● Description of the task:
In these records, how many lines contain "canvas"? Please reply with the number only.

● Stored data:
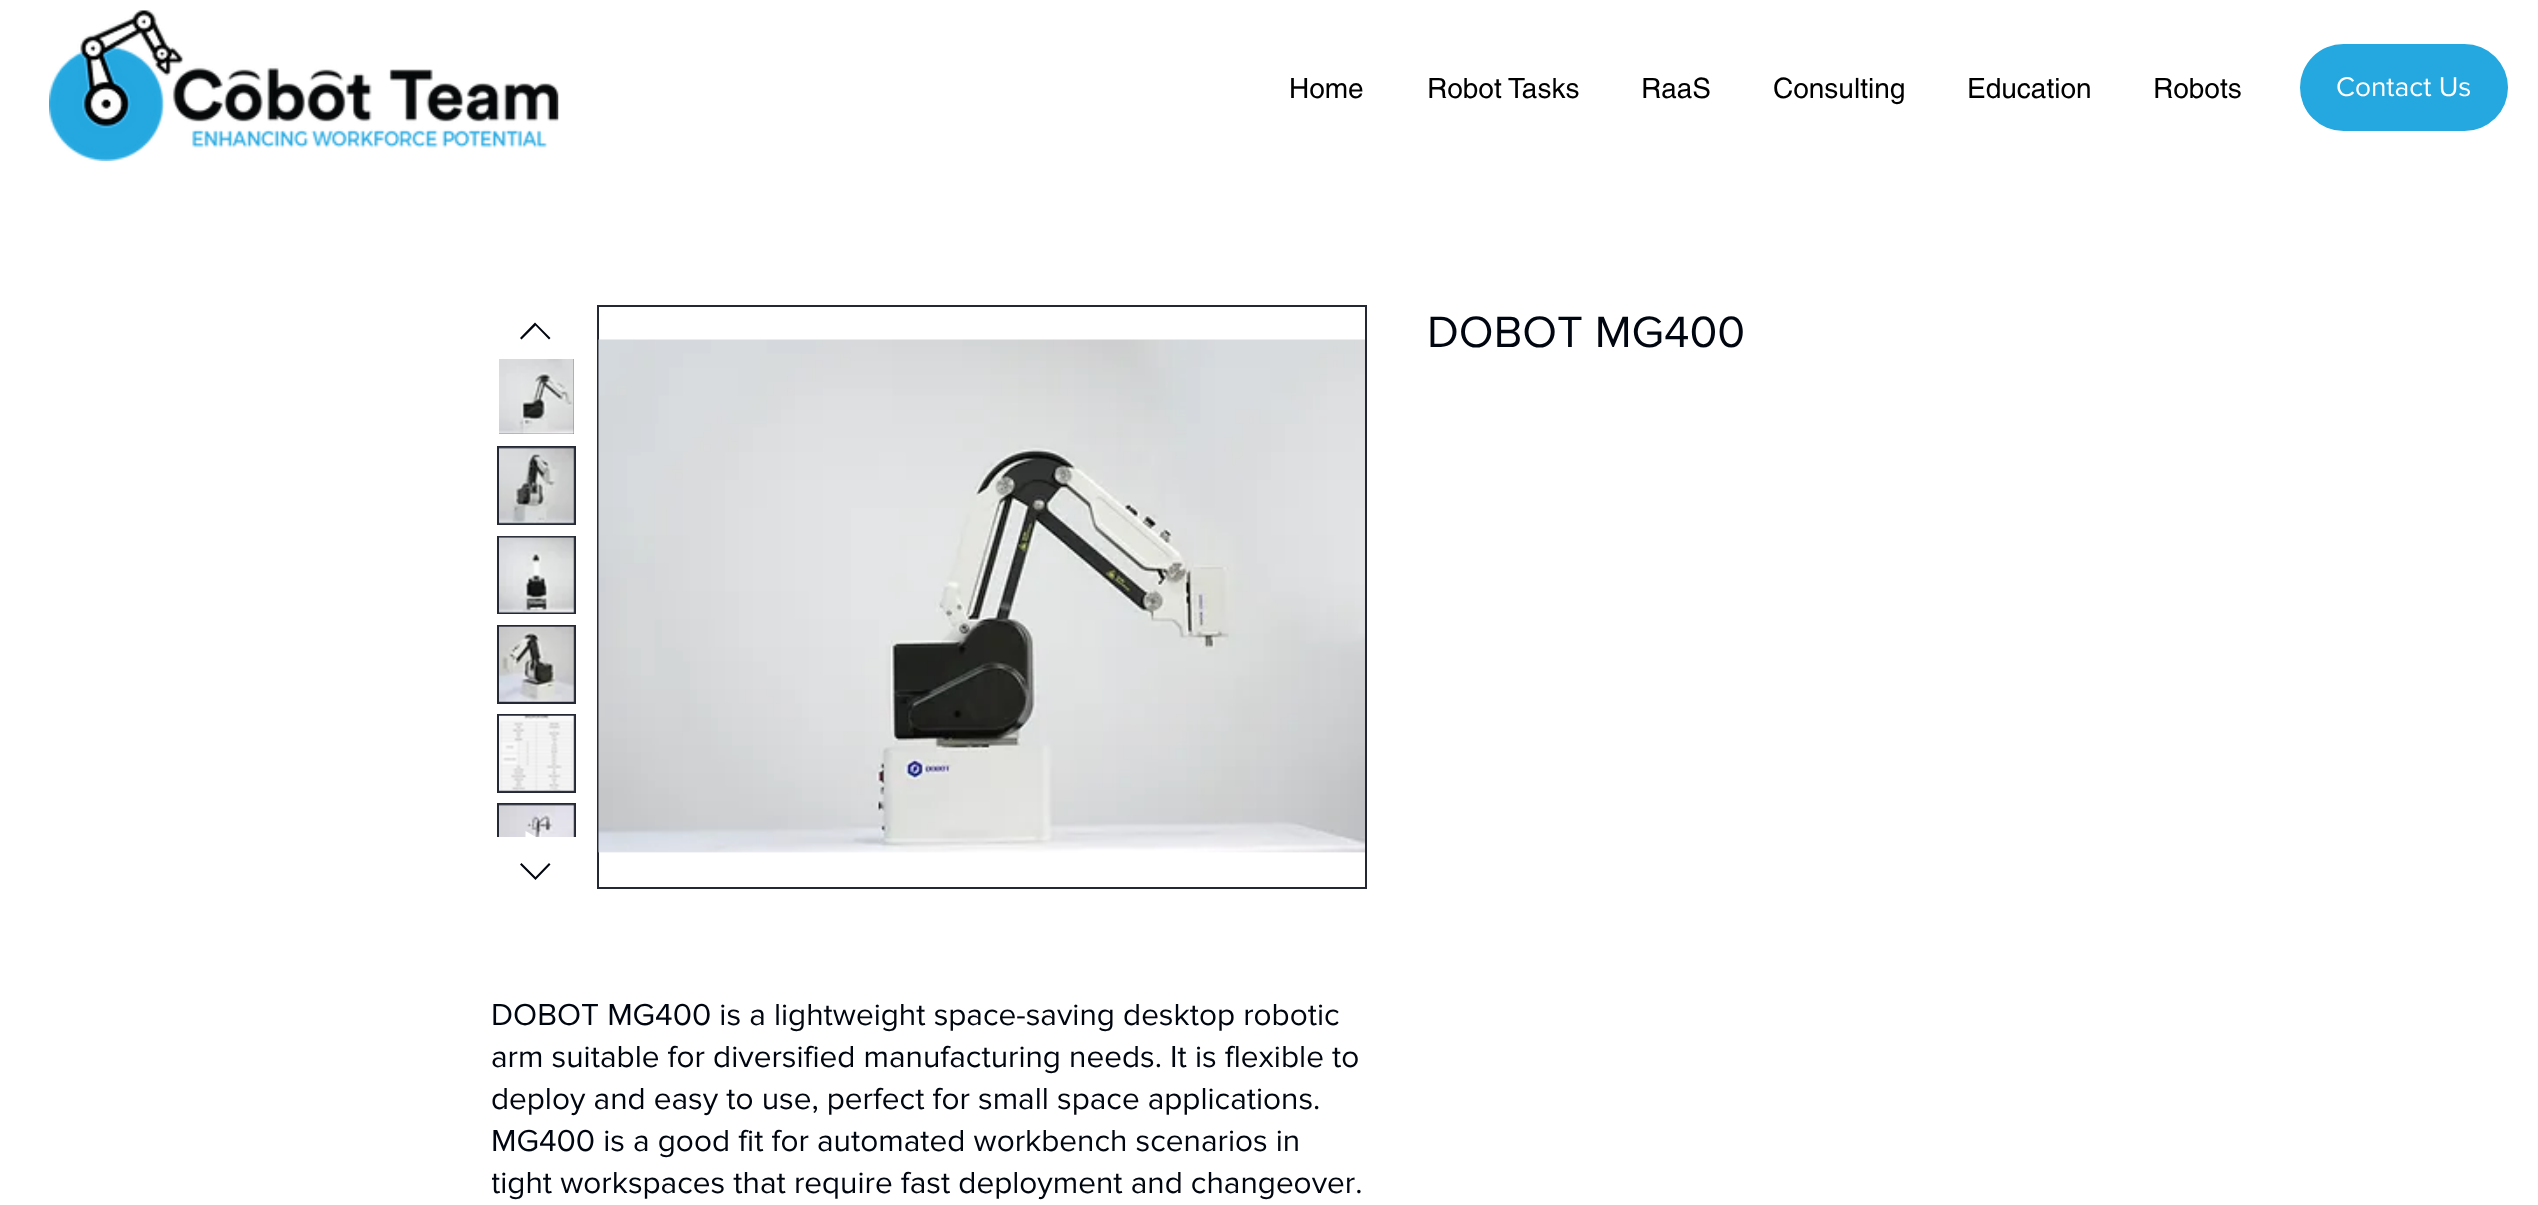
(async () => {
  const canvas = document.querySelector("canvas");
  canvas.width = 2538;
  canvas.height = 1205;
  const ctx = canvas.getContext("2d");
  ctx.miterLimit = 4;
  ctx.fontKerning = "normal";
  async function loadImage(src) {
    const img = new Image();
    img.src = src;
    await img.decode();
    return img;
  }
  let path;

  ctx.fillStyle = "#ffffff";
  ctx.fillRect(0, 0, 2538, 1205);
  ctx.drawImage(await loadImage("img/1.png"), 49, 10, 510, 151);
  ctx.fillStyle = "#25a8e0";
  ctx.beginPath();
  ctx.roundRect(2300, 44, 208, 87, 43.5);
  ctx.fill();
  ctx.fillStyle = "#00060f";
  path = new Path2D("M535 322.5L550.5 338L549 339.5L535.5 325.5L521.5 339.5L520 338Z");
  ctx.fill(path, "evenodd");
  ctx.fillStyle = "#242834";
  ctx.fillRect(499, 359, 75, 75);
  ctx.drawImage(await loadImage("img/2.png"), 499, 359, 75, 75);
  ctx.fillRect(497, 446, 79, 79);
  ctx.drawImage(await loadImage("img/3.png"), 499, 447, 76, 77);
  ctx.fillRect(497, 536, 79, 78);
  ctx.drawImage(await loadImage("img/4.png"), 499, 536, 76, 77);
  ctx.fillRect(497, 625, 79, 79);
  ctx.drawImage(await loadImage("img/5.png"), 499, 626, 76, 76);
  ctx.fillRect(497, 714, 79, 79);
  ctx.drawImage(await loadImage("img/6.png"), 499, 715, 76, 77);
  ctx.fillRect(497, 803, 79, 34);
  ctx.drawImage(await loadImage("img/7.png"), 499, 804, 76, 33);
  ctx.save();
  ctx.beginPath();
  ctx.rect(523, 831, 23, 6);
  ctx.clip();
  ctx.fillStyle = "#ffffff";
  path = new Path2D("M525.5 831V854.5L545.5 842.5Z");
  ctx.fill(path);
  ctx.restore();
  ctx.fillStyle = "#00060f";
  path = new Path2D("M549 863L550.5 864.5L535.5 880L520 864.5L521.5 863L535.5 877Z");
  ctx.fill(path, "evenodd");
  ctx.strokeStyle = "#242834";
  ctx.lineWidth = 2;
  ctx.strokeRect(598, 306, 768, 582);
  ctx.drawImage(await loadImage("img/8.png"), 598, 339, 767, 514);
  ctx.font = "28px helvetica";
  ctx.fillStyle = "#000000";
  for (const [text, x, y] of [
    ["Home", 1289, 98],
    ["Robot Tasks", 1427, 98],
    ["RaaS", 1641, 98],
    ["Consulting", 1773, 98],
    ["Education", 1967, 98],
    ["Robots", 2153, 98],
  ]) {
    ctx.fillText(text, x, y);
  }
  ctx.font = "28px 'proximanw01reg'";
  ctx.fillStyle = "#ffffff";
  ctx.fillText("Contact Us", 2336, 96);
  ctx.font = "45.5px 'proximanw01reg'";
  ctx.fillStyle = "#00060f";
  ctx.fillText("DOBOT MG400", 1427, 347);
  ctx.font = "31.5px 'proximanw01reg'";
  for (const [text, x, y] of [
    ["DOBOT MG400 is a lightweight space-saving desktop robotic", 491, 1025],
    ["arm suitable for diversified manufacturing needs. It is flexible to", 491, 1067],
    ["deploy and easy to use, perfect for small space applications.", 491, 1109],
    ["MG400 is a good fit for automated workbench scenarios in", 491, 1151],
  ]) {
    ctx.fillText(text, x, y);
  }
  ctx.save();
  ctx.beginPath();
  ctx.rect(492, 994, 875, 210);
  ctx.clip();
  ctx.fillText("tight workspaces that require fast deployment and changeover.", 491, 1193);
  ctx.restore();
})();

● Answer for this exercise:
4